La razón se impuso con dificultad, porque suponía derrocar creencias muy arraigadas. Acabaron por triunfar otro tipo de pruebas. Ya en el Código de Hammurapi se prestigia sobre todo el testimonio. Los testigos son necesarios para suscribir un contrato o para los préstamos. Garantizan que lo que se ha dicho que sucedió, sucedió. "Si un mercader ha prestado grano o plata con interés, sin testigos ni contrato, perderá cuanto prestó." Si alguien quiere justificar la propiedad sobre algo que le han robado, debe aducir: "Me la vendió un vendedor, y la compré en presencia de testigos."

Pero la racionalidad tarda en establecerse. Los testigos eran necesarios, pero no todas las personas podían ser testigos. En la mayoría de las culturas primitivas se considera que la mujer no está capacitada para testificar. No es de fiar. En el derecho hebreo el testimonio está minuciosamente reglamentado. Se excluye a los interesados, parientes, mujeres, menores, locos, sordos, mudos y esclavos.

Pero las dos pruebas racionales definitivas eran el delito flagrante y la confesión. Y esta pureza de la prueba va a provocar uno de los derrapes más terribles en la búsqueda de la seguridad procesal.

[...]

La aspiración máxima del juez es un reo "convicto y confeso". Eso le permite satisfacer sus ansias de justicia, o, al menos, de perfección legal.
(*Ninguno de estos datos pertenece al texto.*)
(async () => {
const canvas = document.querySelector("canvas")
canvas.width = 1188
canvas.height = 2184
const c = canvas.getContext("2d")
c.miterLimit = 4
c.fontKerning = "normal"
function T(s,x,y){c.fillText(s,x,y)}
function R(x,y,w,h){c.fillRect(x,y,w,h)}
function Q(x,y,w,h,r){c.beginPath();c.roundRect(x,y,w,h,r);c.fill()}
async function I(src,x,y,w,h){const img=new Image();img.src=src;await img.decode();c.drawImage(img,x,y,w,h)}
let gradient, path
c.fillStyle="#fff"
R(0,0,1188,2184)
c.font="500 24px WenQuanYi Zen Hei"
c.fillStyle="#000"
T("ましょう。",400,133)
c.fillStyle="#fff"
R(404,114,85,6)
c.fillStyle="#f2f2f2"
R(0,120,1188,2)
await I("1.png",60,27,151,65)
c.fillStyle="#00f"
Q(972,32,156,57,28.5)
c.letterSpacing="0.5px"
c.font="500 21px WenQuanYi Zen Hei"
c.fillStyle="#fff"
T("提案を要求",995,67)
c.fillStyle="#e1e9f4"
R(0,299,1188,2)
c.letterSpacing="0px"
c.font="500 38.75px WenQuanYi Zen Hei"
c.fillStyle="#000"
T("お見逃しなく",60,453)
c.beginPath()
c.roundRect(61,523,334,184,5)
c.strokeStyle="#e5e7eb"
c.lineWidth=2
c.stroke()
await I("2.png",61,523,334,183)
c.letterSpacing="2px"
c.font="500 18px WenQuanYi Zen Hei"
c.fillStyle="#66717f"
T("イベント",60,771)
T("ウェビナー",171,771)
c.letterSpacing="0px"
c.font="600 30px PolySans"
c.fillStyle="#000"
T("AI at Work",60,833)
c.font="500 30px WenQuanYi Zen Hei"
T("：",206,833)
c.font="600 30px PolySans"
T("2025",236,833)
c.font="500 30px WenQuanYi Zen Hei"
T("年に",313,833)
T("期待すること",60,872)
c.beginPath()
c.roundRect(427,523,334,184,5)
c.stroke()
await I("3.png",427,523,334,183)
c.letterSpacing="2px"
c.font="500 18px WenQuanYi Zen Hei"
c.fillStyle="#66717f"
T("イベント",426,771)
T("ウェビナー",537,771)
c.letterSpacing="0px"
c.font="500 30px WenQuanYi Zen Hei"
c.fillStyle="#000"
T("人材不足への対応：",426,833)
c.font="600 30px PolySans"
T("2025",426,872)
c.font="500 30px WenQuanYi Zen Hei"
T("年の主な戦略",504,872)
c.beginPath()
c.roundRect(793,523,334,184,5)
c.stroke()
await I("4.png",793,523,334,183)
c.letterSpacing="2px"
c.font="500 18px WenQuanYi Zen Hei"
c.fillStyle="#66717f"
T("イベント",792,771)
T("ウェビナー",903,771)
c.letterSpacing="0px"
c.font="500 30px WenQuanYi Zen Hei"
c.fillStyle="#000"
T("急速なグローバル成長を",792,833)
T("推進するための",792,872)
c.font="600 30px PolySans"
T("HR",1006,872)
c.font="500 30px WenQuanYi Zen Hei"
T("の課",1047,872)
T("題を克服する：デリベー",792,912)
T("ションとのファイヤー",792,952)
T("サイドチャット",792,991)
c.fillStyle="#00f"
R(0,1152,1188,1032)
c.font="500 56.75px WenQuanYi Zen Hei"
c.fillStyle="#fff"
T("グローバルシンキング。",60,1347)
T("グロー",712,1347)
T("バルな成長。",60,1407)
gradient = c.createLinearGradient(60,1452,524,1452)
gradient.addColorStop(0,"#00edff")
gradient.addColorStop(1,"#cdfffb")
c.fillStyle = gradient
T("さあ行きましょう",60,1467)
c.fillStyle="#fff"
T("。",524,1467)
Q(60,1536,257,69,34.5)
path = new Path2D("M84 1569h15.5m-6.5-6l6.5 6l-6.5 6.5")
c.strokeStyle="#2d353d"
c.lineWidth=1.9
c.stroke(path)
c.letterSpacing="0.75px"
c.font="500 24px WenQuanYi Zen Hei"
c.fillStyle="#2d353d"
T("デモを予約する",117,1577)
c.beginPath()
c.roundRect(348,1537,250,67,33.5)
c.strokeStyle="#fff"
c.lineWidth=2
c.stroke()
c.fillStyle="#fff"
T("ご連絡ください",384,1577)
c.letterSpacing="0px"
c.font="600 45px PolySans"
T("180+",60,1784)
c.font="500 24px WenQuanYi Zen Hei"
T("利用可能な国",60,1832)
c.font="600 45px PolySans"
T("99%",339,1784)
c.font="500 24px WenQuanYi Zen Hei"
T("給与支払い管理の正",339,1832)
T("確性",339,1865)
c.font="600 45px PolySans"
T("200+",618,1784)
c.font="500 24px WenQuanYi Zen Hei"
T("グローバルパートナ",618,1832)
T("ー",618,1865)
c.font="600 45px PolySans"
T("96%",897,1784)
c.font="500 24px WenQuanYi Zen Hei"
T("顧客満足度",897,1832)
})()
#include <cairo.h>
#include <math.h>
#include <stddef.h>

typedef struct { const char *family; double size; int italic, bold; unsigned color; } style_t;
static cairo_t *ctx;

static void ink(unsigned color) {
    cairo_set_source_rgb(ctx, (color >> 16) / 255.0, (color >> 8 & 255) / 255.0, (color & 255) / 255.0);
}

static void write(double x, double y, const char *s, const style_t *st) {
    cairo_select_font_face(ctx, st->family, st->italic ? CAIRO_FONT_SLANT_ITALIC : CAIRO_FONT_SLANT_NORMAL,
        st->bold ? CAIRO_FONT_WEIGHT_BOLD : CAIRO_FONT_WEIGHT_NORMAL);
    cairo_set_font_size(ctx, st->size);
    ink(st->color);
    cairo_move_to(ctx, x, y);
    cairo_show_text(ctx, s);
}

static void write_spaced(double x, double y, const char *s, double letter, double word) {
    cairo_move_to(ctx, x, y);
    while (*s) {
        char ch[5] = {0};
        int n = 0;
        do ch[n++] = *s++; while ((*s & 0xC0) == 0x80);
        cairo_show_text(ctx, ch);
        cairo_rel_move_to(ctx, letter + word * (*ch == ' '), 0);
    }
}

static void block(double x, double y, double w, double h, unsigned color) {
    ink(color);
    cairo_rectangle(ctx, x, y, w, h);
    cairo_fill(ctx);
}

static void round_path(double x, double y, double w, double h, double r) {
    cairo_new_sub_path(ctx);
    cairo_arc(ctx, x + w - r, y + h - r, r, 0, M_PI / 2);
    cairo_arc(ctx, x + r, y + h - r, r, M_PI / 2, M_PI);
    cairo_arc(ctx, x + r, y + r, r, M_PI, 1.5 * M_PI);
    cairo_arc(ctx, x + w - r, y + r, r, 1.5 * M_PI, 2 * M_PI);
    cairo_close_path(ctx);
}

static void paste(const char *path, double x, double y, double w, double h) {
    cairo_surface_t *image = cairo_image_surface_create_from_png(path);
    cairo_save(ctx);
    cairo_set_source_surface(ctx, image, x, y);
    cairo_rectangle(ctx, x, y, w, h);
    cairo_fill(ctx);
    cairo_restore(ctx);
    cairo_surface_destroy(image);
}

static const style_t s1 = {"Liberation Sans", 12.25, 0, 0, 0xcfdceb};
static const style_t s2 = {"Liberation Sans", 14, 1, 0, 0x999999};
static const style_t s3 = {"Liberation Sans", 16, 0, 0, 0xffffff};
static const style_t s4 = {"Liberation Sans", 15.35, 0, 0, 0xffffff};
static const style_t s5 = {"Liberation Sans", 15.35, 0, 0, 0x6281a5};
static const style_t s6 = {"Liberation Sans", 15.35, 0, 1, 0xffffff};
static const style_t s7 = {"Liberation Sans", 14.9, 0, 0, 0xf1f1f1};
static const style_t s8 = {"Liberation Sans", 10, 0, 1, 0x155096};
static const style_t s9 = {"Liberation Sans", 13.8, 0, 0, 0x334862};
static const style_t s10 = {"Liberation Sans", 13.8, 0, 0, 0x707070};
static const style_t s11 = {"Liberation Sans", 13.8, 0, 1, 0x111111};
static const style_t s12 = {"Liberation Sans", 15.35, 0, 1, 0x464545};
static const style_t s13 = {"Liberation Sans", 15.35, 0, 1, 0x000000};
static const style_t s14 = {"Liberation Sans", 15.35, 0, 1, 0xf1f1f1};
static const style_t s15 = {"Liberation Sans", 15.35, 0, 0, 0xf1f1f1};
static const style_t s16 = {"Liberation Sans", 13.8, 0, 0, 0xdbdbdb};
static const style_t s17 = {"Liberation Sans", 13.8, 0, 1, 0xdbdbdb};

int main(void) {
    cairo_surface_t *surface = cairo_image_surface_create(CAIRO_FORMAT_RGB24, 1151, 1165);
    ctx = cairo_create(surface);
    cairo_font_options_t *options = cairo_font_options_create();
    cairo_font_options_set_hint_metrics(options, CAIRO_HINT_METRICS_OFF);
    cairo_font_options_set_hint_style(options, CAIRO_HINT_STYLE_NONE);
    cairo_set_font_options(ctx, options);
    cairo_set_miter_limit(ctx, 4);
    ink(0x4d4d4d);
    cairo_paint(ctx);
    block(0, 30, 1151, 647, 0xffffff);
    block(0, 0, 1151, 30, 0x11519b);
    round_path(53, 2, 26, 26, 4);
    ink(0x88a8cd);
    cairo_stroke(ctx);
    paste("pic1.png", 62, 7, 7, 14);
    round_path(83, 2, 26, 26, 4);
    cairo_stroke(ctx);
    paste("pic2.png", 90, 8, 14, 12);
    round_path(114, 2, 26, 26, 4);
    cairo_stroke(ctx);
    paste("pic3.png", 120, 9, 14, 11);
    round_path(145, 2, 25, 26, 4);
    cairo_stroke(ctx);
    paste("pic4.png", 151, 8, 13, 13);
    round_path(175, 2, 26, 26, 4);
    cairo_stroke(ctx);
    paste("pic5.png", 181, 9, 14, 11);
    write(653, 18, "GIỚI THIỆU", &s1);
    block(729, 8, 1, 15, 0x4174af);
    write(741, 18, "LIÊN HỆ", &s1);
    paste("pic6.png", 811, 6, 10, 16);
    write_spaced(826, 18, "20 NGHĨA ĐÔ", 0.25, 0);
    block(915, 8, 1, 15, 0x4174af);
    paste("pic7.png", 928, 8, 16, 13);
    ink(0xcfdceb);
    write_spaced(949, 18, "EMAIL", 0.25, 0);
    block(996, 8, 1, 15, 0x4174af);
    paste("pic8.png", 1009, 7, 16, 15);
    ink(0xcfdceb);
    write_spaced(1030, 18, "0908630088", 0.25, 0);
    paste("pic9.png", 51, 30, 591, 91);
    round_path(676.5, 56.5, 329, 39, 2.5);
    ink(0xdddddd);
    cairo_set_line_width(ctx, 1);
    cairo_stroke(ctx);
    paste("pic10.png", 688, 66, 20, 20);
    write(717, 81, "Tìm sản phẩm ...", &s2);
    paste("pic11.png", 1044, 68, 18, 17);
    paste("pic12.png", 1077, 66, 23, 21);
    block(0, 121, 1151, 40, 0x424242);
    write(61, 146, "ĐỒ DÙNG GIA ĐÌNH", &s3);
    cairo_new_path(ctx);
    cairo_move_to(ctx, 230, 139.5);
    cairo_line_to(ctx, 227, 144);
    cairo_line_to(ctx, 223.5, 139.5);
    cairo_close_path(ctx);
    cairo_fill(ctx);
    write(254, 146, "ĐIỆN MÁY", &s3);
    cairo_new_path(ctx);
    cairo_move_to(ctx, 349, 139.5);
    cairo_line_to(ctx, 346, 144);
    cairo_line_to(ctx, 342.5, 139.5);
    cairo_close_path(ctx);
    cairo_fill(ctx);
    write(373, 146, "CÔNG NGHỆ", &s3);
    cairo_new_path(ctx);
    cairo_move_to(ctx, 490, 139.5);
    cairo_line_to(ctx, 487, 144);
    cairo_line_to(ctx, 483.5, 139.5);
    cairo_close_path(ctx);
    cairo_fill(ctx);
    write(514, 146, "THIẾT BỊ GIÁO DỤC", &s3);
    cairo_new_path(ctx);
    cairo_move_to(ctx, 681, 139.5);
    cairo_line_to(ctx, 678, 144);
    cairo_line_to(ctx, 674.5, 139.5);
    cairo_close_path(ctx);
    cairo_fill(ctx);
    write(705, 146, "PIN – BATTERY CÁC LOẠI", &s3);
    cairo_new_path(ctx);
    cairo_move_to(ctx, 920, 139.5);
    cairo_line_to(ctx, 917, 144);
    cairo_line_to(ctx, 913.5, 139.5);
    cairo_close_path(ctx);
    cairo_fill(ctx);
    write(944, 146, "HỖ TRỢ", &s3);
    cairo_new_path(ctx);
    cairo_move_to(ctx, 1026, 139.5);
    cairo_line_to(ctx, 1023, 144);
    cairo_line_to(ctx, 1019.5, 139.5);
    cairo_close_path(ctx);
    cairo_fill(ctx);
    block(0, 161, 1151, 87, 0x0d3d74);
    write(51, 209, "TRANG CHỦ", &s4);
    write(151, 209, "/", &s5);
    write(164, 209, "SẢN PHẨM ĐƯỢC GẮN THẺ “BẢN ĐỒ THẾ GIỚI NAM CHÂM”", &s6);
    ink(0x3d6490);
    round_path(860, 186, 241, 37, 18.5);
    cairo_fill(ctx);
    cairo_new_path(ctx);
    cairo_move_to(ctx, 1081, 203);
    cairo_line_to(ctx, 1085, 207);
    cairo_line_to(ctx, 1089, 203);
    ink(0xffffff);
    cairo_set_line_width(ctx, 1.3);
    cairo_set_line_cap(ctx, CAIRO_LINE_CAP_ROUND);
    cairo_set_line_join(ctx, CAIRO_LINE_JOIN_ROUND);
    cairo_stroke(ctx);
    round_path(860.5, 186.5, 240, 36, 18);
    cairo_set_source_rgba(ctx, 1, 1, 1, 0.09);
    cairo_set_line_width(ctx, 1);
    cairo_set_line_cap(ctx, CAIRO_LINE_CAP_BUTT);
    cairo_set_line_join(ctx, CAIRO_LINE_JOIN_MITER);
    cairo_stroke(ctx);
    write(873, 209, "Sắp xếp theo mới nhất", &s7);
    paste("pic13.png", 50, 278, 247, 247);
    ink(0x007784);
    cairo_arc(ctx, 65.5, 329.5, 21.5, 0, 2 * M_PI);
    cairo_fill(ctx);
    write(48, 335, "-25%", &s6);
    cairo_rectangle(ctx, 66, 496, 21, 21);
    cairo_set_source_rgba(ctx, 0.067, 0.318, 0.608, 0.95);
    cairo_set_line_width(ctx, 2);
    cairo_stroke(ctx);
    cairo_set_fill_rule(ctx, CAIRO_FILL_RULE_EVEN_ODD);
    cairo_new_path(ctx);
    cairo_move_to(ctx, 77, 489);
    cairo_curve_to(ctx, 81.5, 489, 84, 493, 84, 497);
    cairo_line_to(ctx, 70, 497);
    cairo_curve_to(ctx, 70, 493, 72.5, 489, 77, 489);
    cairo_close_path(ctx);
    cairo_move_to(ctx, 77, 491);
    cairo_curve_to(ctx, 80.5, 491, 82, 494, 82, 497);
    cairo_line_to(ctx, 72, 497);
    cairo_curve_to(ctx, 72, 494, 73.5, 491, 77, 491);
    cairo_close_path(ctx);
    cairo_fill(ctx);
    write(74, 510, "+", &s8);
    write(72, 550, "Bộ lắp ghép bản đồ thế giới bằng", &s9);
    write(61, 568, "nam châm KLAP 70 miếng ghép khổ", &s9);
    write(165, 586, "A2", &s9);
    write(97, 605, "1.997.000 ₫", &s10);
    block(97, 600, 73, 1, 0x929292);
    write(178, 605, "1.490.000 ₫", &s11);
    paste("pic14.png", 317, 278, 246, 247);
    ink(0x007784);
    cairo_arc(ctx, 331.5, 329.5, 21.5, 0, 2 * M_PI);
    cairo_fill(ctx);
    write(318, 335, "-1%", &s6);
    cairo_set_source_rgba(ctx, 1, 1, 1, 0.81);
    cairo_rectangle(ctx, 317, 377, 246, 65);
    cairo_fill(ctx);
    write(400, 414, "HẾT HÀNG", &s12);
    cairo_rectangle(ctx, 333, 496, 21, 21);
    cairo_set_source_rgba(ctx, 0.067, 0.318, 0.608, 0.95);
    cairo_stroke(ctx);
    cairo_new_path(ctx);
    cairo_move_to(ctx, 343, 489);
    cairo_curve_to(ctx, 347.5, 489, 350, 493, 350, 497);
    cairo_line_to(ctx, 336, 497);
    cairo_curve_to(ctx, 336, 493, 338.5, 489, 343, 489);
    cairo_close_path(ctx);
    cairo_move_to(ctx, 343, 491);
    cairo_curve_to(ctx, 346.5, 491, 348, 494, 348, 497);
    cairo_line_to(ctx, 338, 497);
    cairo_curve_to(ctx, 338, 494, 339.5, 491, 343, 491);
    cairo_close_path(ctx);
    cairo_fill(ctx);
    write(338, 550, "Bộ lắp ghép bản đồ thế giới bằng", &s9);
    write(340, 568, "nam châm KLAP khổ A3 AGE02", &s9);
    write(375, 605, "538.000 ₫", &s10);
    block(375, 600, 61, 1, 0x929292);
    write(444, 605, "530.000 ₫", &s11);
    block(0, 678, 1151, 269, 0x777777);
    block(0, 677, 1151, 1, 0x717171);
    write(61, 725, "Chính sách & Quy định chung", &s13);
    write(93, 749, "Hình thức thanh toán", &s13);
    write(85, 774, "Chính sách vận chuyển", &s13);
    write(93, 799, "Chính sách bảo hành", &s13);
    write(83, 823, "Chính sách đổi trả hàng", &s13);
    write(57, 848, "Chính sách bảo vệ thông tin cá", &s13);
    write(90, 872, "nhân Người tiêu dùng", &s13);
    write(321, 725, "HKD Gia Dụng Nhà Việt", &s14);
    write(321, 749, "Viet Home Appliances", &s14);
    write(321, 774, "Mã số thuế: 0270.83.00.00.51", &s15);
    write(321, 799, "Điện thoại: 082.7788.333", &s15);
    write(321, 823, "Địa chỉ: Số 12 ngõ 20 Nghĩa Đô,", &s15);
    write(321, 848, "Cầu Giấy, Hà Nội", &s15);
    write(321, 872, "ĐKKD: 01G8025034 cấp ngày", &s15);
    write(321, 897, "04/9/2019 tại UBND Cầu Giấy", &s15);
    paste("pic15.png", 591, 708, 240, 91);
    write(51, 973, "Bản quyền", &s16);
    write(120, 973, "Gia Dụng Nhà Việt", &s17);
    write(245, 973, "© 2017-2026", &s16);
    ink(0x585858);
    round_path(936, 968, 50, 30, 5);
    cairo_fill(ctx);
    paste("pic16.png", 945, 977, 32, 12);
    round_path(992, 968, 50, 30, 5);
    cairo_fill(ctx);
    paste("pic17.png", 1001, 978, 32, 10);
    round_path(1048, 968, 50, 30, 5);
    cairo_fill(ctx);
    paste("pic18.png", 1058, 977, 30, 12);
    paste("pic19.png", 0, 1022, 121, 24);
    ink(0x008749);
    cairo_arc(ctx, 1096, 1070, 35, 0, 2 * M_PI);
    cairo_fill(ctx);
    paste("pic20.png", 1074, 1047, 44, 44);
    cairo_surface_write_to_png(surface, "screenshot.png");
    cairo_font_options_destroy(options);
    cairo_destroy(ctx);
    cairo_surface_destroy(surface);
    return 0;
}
Pero, por desgracia, el acusado muchas veces se empecina en no confesar. Ya sabe usted que en las legislaciones modernas se le reconoce el derecho de no decir nada que pueda perjudicarlo. ¿Qué podía hacer entonces el juez que, convencido de que el acusado era culpable, no tenía su confesión? Su conciencia le impedía dictar una sentencia coja. Pero también le prohibía soltar al presunto culpable que él no consideraba nada presunto. La única solución era conseguir como fuera la confesión. Y ese "como fuera" podía ser terrible. Paradójicamente, por uno de esos sueños de la razón que producen monstruos, la tortura entró en el sistema judicial para asegurar la justicia de la sentencia.